* [TASK DESCRIPTION]: Reproduce the entries below, please. Keep every character the same.

(Collected data entries)
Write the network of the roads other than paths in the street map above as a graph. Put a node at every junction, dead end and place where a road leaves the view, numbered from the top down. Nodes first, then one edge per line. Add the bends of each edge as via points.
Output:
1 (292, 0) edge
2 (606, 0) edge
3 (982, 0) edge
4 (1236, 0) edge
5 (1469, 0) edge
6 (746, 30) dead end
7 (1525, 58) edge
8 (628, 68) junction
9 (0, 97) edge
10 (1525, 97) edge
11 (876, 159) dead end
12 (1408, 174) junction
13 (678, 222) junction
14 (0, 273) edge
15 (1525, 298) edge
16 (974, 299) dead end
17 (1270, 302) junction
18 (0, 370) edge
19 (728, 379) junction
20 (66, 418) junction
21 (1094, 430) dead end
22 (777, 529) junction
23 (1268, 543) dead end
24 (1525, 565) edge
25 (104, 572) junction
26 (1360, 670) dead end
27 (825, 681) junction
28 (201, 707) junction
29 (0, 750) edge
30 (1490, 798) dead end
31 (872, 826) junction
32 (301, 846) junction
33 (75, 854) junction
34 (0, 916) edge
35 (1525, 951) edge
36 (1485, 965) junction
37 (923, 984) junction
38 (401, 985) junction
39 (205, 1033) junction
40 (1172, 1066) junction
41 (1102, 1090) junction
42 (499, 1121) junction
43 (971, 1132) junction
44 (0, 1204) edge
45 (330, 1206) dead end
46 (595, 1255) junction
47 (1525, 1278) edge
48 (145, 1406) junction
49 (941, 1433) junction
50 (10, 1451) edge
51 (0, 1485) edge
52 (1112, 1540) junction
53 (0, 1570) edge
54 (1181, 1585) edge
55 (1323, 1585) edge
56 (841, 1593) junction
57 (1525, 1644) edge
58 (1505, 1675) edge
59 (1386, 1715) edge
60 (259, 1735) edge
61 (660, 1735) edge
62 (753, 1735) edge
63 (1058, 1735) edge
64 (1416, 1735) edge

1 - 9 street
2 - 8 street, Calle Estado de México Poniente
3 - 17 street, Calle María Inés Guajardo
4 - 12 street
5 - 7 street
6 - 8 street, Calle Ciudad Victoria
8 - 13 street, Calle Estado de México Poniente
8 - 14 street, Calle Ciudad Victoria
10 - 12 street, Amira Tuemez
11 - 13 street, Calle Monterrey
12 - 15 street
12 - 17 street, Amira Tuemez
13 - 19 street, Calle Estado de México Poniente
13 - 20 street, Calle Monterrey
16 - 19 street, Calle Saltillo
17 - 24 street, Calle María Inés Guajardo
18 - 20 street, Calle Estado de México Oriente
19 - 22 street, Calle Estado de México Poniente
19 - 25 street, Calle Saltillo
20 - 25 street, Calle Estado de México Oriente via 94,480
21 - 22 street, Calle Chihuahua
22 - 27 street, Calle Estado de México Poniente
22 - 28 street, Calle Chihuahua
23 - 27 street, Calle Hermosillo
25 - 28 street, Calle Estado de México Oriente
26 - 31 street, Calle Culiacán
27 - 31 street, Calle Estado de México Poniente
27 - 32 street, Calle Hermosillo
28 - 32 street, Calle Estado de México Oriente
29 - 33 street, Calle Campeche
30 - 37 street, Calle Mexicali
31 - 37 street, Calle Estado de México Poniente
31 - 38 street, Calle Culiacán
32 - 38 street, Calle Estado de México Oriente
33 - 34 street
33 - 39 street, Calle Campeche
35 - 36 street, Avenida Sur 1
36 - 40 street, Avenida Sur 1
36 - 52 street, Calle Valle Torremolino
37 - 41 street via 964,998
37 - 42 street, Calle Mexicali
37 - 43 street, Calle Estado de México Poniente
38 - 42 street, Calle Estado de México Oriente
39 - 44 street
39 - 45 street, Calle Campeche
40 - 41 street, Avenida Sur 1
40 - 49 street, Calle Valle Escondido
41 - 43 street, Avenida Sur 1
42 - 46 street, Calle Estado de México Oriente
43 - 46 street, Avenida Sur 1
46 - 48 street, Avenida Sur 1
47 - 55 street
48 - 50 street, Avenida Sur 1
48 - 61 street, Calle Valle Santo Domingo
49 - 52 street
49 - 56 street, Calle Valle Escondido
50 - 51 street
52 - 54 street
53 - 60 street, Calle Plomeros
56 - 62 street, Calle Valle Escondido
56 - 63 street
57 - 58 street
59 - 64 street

* [YOUR SOLUTION]:
Write the network of the roads other than paths in the street map above as a graph. Put a node at every junction, dead end and place where a road leaves the view, numbered from the top down. Nodes first, then one edge per line. Add the bends of each edge as via points.
Output:
1 (292, 0) edge
2 (606, 0) edge
3 (982, 0) edge
4 (1236, 0) edge
5 (1469, 0) edge
6 (746, 30) dead end
7 (1525, 58) edge
8 (628, 68) junction
9 (0, 97) edge
10 (1525, 97) edge
11 (876, 159) dead end
12 (1408, 174) junction
13 (678, 222) junction
14 (0, 273) edge
15 (1525, 298) edge
16 (974, 299) dead end
17 (1270, 302) junction
18 (0, 370) edge
19 (728, 379) junction
20 (66, 418) junction
21 (1094, 430) dead end
22 (777, 529) junction
23 (1268, 543) dead end
24 (1525, 565) edge
25 (104, 572) junction
26 (1360, 670) dead end
27 (825, 681) junction
28 (201, 707) junction
29 (0, 750) edge
30 (1490, 798) dead end
31 (872, 826) junction
32 (301, 846) junction
33 (75, 854) junction
34 (0, 916) edge
35 (1525, 951) edge
36 (1485, 965) junction
37 (923, 984) junction
38 (401, 985) junction
39 (205, 1033) junction
40 (1172, 1066) junction
41 (1102, 1090) junction
42 (499, 1121) junction
43 (971, 1132) junction
44 (0, 1204) edge
45 (330, 1206) dead end
46 (595, 1255) junction
47 (1525, 1278) edge
48 (145, 1406) junction
49 (941, 1433) junction
50 (10, 1451) edge
51 (0, 1485) edge
52 (1112, 1540) junction
53 (0, 1570) edge
54 (1181, 1585) edge
55 (1323, 1585) edge
56 (841, 1593) junction
57 (1525, 1644) edge
58 (1505, 1675) edge
59 (1386, 1715) edge
60 (259, 1735) edge
61 (660, 1735) edge
62 (753, 1735) edge
63 (1058, 1735) edge
64 (1416, 1735) edge

1 - 9 street
2 - 8 street, Calle Estado de México Poniente
3 - 17 street, Calle María Inés Guajardo
4 - 12 street
5 - 7 street
6 - 8 street, Calle Ciudad Victoria
8 - 13 street, Calle Estado de México Poniente
8 - 14 street, Calle Ciudad Victoria
10 - 12 street, Amira Tuemez
11 - 13 street, Calle Monterrey
12 - 15 street
12 - 17 street, Amira Tuemez
13 - 19 street, Calle Estado de México Poniente
13 - 20 street, Calle Monterrey
16 - 19 street, Calle Saltillo
17 - 24 street, Calle María Inés Guajardo
18 - 20 street, Calle Estado de México Oriente
19 - 22 street, Calle Estado de México Poniente
19 - 25 street, Calle Saltillo
20 - 25 street, Calle Estado de México Oriente via 94,480
21 - 22 street, Calle Chihuahua
22 - 27 street, Calle Estado de México Poniente
22 - 28 street, Calle Chihuahua
23 - 27 street, Calle Hermosillo
25 - 28 street, Calle Estado de México Oriente
26 - 31 street, Calle Culiacán
27 - 31 street, Calle Estado de México Poniente
27 - 32 street, Calle Hermosillo
28 - 32 street, Calle Estado de México Oriente
29 - 33 street, Calle Campeche
30 - 37 street, Calle Mexicali
31 - 37 street, Calle Estado de México Poniente
31 - 38 street, Calle Culiacán
32 - 38 street, Calle Estado de México Oriente
33 - 34 street
33 - 39 street, Calle Campeche
35 - 36 street, Avenida Sur 1
36 - 40 street, Avenida Sur 1
36 - 52 street, Calle Valle Torremolino
37 - 41 street via 964,998
37 - 42 street, Calle Mexicali
37 - 43 street, Calle Estado de México Poniente
38 - 42 street, Calle Estado de México Oriente
39 - 44 street
39 - 45 street, Calle Campeche
40 - 41 street, Avenida Sur 1
40 - 49 street, Calle Valle Escondido
41 - 43 street, Avenida Sur 1
42 - 46 street, Calle Estado de México Oriente
43 - 46 street, Avenida Sur 1
46 - 48 street, Avenida Sur 1
47 - 55 street
48 - 50 street, Avenida Sur 1
48 - 61 street, Calle Valle Santo Domingo
49 - 52 street
49 - 56 street, Calle Valle Escondido
50 - 51 street
52 - 54 street
53 - 60 street, Calle Plomeros
56 - 62 street, Calle Valle Escondido
56 - 63 street
57 - 58 street
59 - 64 street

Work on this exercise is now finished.